Tic-tac-toe in Erlang — game space symmetries
This is part of an Erlang tutorial built around a tic-tac-toe program. The program is stuffed into one file, called tic.erl and available here. There is also a smaller Erlang module for analyzing game-space symmetries called tic_count.erl. The tutorial is organized as follows:
- Introduction
- Top-level loop
- User input
- Board display
- Board abstraction
- Game abstraction
- Next move calculations and predictions
- Predicted outcome abstraction
- Utilities to introduce randomness
- Macros for testing and debugging
Game space symmetries
I’ve written about how the tic-tac-toe program tic.erl does not attempt to be efficient when calculating next moves. In Game space search I describe how the program traverses 255,168 paths and visits 549,945 nodes to fully analyze the game space.
The tic-tac-toe game space is a directed graph with one starting node (the empty board). Traversing a link in the graph is the same as putting an X or O on the board. The starting node has 9 links out and no links in, and all winning and tie-game nodes have only links in and no links out.

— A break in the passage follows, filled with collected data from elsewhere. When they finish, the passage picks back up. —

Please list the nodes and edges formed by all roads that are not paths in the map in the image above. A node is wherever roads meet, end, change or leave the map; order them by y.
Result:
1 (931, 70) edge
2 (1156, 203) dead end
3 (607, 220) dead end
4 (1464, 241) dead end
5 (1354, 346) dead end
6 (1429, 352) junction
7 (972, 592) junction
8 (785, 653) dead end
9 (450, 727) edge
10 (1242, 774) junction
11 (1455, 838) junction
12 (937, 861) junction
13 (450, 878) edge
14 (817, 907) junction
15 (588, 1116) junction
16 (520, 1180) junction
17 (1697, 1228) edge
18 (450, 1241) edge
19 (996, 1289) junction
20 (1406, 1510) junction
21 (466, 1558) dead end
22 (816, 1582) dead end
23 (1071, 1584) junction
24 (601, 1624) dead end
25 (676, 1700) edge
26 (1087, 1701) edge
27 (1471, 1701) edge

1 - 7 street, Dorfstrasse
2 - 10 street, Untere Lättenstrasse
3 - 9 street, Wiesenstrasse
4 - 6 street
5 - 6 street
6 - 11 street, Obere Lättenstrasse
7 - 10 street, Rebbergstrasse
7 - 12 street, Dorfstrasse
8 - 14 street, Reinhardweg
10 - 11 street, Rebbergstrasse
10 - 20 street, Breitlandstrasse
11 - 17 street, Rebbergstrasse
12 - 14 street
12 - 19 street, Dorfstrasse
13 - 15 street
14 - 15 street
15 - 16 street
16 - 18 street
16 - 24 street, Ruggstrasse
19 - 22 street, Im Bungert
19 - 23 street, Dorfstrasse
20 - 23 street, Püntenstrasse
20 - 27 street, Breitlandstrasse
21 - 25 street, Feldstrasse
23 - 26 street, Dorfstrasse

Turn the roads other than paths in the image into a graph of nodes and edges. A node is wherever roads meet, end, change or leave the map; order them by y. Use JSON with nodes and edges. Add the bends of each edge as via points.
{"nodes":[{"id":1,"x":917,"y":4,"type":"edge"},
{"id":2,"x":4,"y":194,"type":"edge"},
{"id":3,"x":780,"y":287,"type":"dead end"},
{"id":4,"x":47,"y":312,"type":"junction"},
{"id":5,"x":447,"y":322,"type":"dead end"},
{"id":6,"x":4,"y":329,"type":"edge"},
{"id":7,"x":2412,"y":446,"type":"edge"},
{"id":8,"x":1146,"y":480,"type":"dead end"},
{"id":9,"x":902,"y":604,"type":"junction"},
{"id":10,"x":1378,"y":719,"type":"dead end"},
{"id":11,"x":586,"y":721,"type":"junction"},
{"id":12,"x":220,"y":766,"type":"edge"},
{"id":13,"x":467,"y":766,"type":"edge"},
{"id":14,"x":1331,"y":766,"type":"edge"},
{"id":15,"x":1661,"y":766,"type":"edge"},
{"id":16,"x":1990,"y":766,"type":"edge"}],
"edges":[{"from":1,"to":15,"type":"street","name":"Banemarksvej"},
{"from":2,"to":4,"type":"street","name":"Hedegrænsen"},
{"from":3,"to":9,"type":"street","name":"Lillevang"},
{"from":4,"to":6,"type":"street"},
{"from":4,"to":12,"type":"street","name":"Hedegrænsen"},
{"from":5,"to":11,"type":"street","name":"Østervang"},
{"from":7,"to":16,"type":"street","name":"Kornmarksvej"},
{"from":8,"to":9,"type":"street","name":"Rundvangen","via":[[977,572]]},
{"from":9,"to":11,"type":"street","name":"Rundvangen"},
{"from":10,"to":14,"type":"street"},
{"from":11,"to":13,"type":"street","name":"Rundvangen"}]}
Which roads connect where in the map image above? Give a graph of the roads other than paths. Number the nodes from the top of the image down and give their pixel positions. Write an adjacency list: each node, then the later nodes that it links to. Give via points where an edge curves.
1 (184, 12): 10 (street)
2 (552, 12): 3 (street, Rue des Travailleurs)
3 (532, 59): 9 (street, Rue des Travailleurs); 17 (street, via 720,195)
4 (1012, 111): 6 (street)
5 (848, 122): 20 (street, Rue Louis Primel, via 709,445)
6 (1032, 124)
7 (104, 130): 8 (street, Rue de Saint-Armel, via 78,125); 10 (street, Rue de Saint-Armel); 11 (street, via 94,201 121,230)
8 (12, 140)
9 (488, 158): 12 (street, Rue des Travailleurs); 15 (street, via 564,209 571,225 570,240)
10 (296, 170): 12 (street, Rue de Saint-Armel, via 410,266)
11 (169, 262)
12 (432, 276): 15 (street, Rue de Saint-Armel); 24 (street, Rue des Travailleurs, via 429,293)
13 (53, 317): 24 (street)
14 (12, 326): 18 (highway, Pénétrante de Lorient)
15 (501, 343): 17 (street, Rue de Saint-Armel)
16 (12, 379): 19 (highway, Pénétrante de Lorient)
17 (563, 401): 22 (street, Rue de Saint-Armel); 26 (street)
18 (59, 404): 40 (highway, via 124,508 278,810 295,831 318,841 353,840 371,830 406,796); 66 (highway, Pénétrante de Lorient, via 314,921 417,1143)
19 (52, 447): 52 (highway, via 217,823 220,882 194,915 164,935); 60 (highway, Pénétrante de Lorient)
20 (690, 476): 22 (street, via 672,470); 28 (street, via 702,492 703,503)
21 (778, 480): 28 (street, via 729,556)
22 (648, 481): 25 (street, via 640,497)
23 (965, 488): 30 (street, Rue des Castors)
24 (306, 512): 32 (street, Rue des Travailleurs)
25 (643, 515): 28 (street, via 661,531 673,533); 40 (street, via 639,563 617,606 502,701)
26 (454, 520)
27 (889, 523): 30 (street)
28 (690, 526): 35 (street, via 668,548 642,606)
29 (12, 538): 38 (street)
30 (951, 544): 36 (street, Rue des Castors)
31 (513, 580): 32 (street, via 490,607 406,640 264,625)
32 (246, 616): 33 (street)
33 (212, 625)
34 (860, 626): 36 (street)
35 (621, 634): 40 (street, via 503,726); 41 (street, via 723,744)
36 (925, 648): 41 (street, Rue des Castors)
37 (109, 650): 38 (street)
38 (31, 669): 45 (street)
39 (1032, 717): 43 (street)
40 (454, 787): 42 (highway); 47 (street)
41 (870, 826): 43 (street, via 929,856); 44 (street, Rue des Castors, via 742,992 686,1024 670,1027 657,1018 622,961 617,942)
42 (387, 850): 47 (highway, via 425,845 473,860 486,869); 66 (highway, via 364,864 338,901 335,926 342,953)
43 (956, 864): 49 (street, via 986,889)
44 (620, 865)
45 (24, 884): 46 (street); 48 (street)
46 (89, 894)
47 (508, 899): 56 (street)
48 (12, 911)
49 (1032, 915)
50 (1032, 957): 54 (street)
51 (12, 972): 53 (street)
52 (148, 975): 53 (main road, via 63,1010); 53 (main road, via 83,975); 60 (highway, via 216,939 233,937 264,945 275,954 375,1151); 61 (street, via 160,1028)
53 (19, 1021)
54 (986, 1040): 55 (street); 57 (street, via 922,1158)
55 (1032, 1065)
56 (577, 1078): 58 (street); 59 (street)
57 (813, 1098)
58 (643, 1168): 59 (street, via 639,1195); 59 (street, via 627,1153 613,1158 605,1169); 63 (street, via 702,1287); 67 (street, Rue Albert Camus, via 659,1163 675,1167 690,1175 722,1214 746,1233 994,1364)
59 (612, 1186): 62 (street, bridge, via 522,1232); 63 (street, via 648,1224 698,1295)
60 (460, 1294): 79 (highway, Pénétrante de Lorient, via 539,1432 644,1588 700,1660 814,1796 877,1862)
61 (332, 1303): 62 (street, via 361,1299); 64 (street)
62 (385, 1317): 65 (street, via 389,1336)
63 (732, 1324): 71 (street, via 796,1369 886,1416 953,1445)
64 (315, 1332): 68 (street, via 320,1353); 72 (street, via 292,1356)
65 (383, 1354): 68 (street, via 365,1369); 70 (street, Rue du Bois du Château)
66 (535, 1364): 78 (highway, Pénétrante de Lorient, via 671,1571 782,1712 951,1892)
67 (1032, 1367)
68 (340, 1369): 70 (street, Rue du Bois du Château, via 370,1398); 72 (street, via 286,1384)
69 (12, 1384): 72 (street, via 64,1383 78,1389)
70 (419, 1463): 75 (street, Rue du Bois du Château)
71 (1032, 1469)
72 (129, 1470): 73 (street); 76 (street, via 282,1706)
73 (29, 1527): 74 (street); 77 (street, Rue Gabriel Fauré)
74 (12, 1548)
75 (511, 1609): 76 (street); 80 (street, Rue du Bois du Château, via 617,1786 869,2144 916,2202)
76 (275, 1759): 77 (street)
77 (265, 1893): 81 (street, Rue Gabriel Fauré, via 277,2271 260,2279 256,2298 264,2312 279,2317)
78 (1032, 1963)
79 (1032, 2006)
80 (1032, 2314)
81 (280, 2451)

Each path though the graph represents a game played from start to finish, which means there are 255,168 possible games. And each node in the graph is a tic-tac-toe board with X and O marks. The tic-tac-toe program searches all 255,168 game paths depth-first, producing and evaluating 549,945 boards along the way. One more if you count the starting empty board.
And that’s just to figure out the first move (starting from an empty board).
If you played all 255,168 games on paper you’d evaluate a lot more than 549,946 boards along the way (probably about 2 million assuming games average 8 moves). But the computer traverses depth-first, so the early boards are only visited a few times. In a depth-first traversal, the starting empty board and the 9 one-X and 72 one-X plus one-O boards are visited only once. The 252 two-X one-O boards are visited twice, the 756 two-X two-O boards are visited 4 times, etc. There are 362,880 ways to put 5 Xs and 4 Os on a tic-tac-toe board (assuming you first mark an X, then an O, then an X, etc). And you’d traverse 986,410 boards if you searched those 362,880 paths through the directed graph depth first. (These two numbers are explained below.) The reason there are only 255,168 game paths instead of 362,880 is because tic-tac-toe games end early when someone gets three in a row. You don’t always have to put 9 marks on the board.
Eliminating equivalent rotations and reflections
Thinking about these numbers and the game space made me curious. Just how big is the tic-tac-toe game space if you factor out all board rotations and reflections. Each tic-tac-toe board can be rotated and reflected 8 ways, and all 8 can be considered equivalent. To get some answers I hacked up tic_count:report() in tic_count.erl. Here’s what it looks like when I run it.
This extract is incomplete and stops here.